282 F. 900 | D. Or. | 1922
(after stating the facts as above). The action is predicated upon section 33 of the Merchant Marine Act of June 5, 1920 (41 Stat. 1007), which provides, among other things:
“That any seaman who shall suffer personal injury in the course of his employment may, at his election, maintain an action for damages at law, (vith the right of trial by jury. * * * Jurisdiction in such actions shall be under the court of the district in which the defendant employer resides or in which his principal office is located.”
It is clear that this court is without jurisdiction of the parties, neither of the defendants residing or having its principal place of business in Oregon. But does it, within the purview of the statute, have jurisdiction over the subject-matter? If it does, the defendants have waived jurisdiction as to parties by appearing generally, and not specially for controverting jurisdiction only.
Jurisdiction under the present statute is not founded upon diversity of citizenship, but upon the fact that the plaintiff is a seaman, and that, being a seaman, he is entitled to his action for personal injuries in a court having jurisdiction of the cause.

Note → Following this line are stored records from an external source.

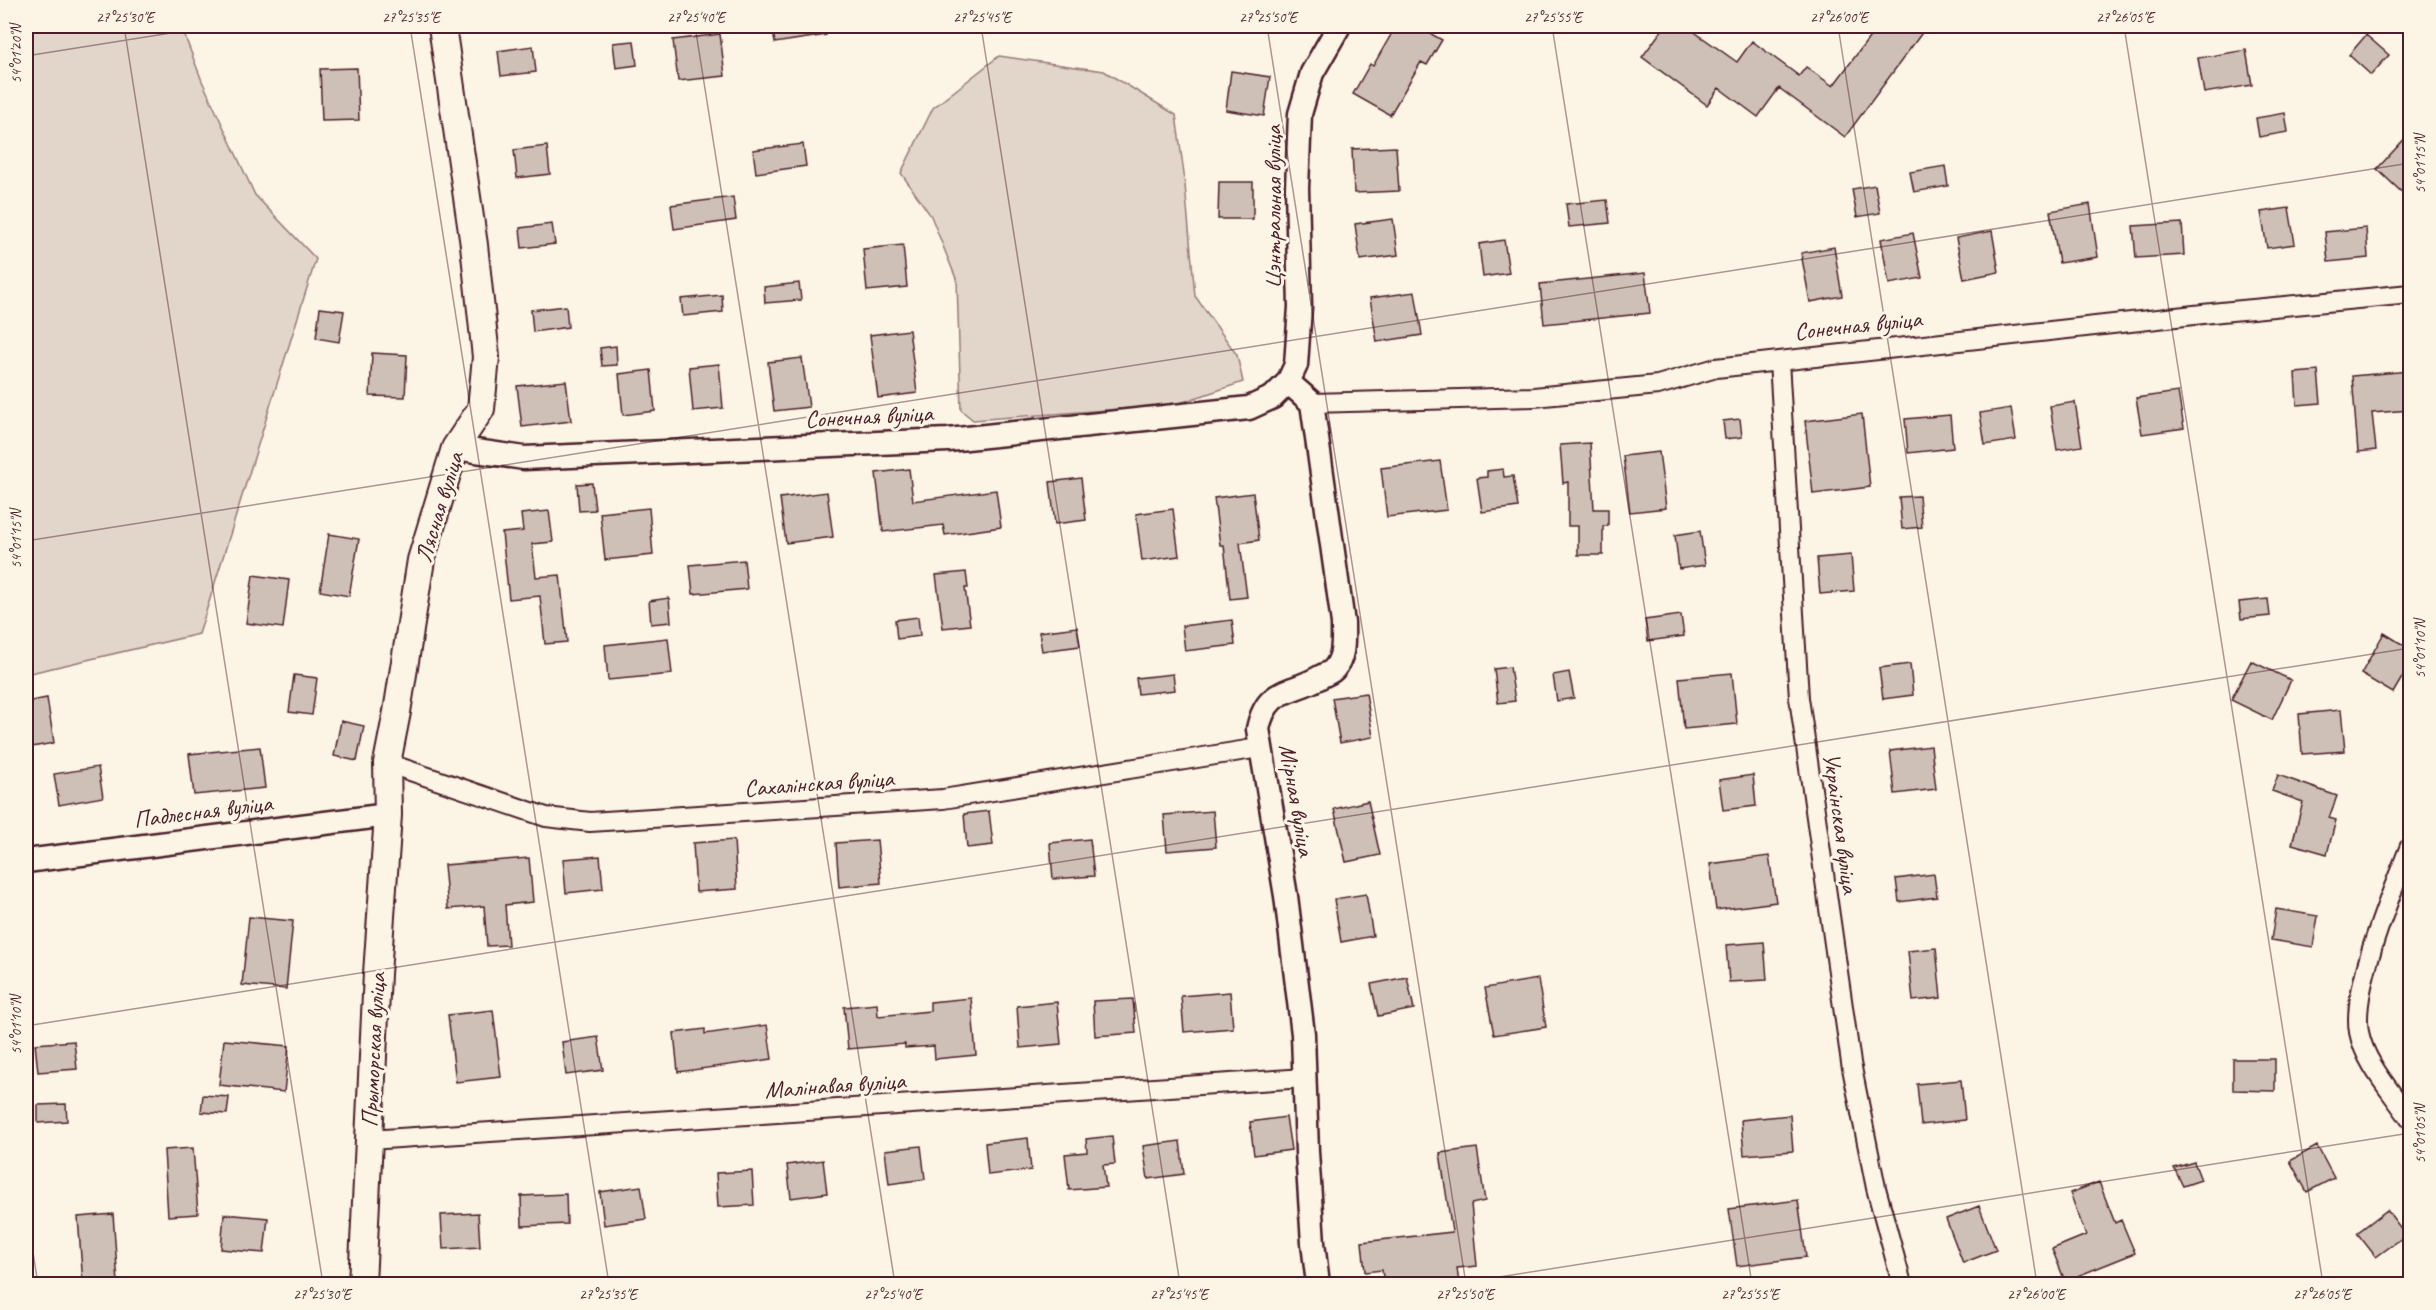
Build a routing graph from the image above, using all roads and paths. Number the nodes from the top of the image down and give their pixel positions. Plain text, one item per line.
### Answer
1 (442, 26) edge
2 (1339, 26) edge
3 (2410, 294) edge
4 (1779, 361) junction
5 (1283, 386) junction
6 (1312, 403) junction
7 (455, 448) junction
8 (1259, 748) junction
9 (387, 763) junction
10 (388, 815) junction
11 (2410, 846) edge
12 (26, 861) edge
13 (1305, 1078) junction
14 (2410, 1119) edge
15 (369, 1140) junction
16 (362, 1284) edge
17 (1318, 1284) edge
18 (1902, 1284) edge

1 - 7 main road, Лясная вуліца
2 - 5 street, Цэнтральная вуліца
3 - 4 street, Сонечная вуліца
4 - 6 street, Сонечная вуліца
4 - 18 street, Украінская вуліца
5 - 6 street
5 - 7 street, Сонечная вуліца
6 - 8 street, Мірная вуліца
7 - 9 main road, Лясная вуліца
8 - 9 street, Сахалінская вуліца
8 - 13 street, Мірная вуліца
9 - 10 main road, Лясная вуліца
10 - 12 street, Падлесная вуліца
10 - 15 main road, Прыморская вуліца
11 - 14 street
13 - 15 street, Малінавая вуліца
13 - 17 street, Мірная вуліца
15 - 16 main road, Прыморская вуліца

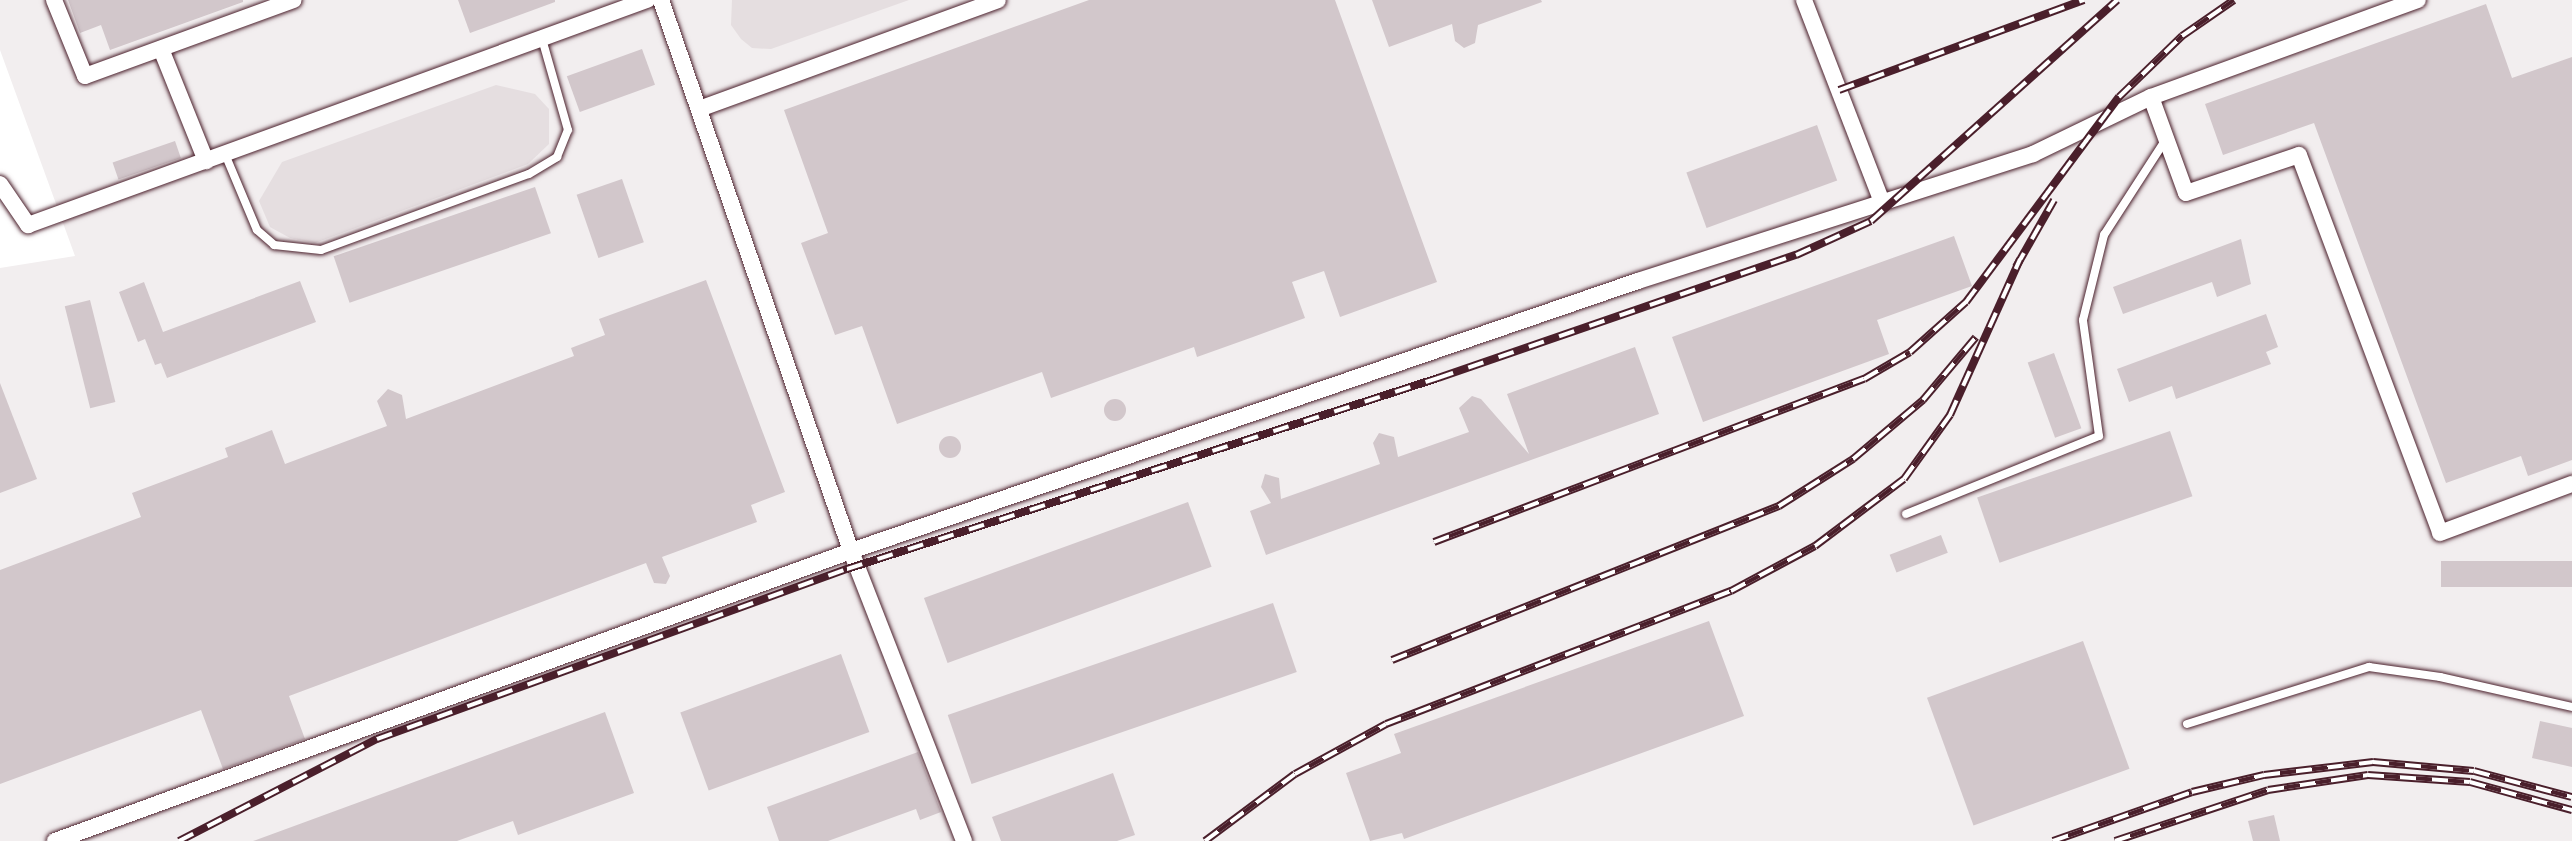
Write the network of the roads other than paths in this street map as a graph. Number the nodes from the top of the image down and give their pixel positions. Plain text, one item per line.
1 (54, 0) edge
2 (294, 0) edge
3 (647, 0) edge
4 (661, 0) edge
5 (998, 0) edge
6 (1804, 0) edge
7 (2418, 0) edge
8 (542, 38) junction
9 (161, 49) junction
10 (2151, 96) junction
11 (699, 109) junction
12 (2166, 139) junction
13 (225, 154) junction
14 (206, 161) junction
15 (0, 184) edge
16 (1882, 202) junction
17 (2572, 484) edge
18 (1906, 514) dead end
19 (851, 551) junction
20 (2572, 707) edge
21 (2187, 724) dead end
22 (54, 841) edge
23 (964, 841) edge

1 - 9 street
2 - 9 street
3 - 8 street
4 - 11 street
5 - 11 street
6 - 16 street
7 - 10 street
8 - 13 street
8 - 13 lane
9 - 14 street
10 - 12 street
10 - 16 street
11 - 19 street
12 - 17 street
12 - 18 lane
13 - 14 street
14 - 15 street
16 - 19 street
19 - 22 street
19 - 23 street
20 - 21 lane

The action is special to seamen, which creates a new remedy, and the court authorized to entertain jurisdiction of the cause is one specially designated. In the sense, therefore, in which it is so designated, it is constituted, for the purpose of actions by seamen for personal injuries, a court of special, and not general, jurisdiction. The mandatory language of the statute indicates as much. Mark the language: ,,
“Jurisdiction in such actions shall be under the court of the district,” etc.
So it would appear by usual interpretation that no other court has jurisdiction of the cause, except the court of the district in which the defendant employer resides or in which his principal office is located. There is a reason for this; the purpose obviously being to prevent seamen from suing the owners and lessees of vessels in any port of the country away from their residence or principal place of business. There can be no analogy to the statute where general jurisdiction is given on the ground of diversity of citizenship and the venue depends alone upon the residence of the parties. In this view, the case of Ware-Kramer Tobacco Co. v. American Tobacco Co. (C. C.) 178 Fed. 117, is without application, and I am unable to agree with its application in Johnson v. Panama R. Co. (D. C.) 277 Fed. 859.
The demurrer will be sustained.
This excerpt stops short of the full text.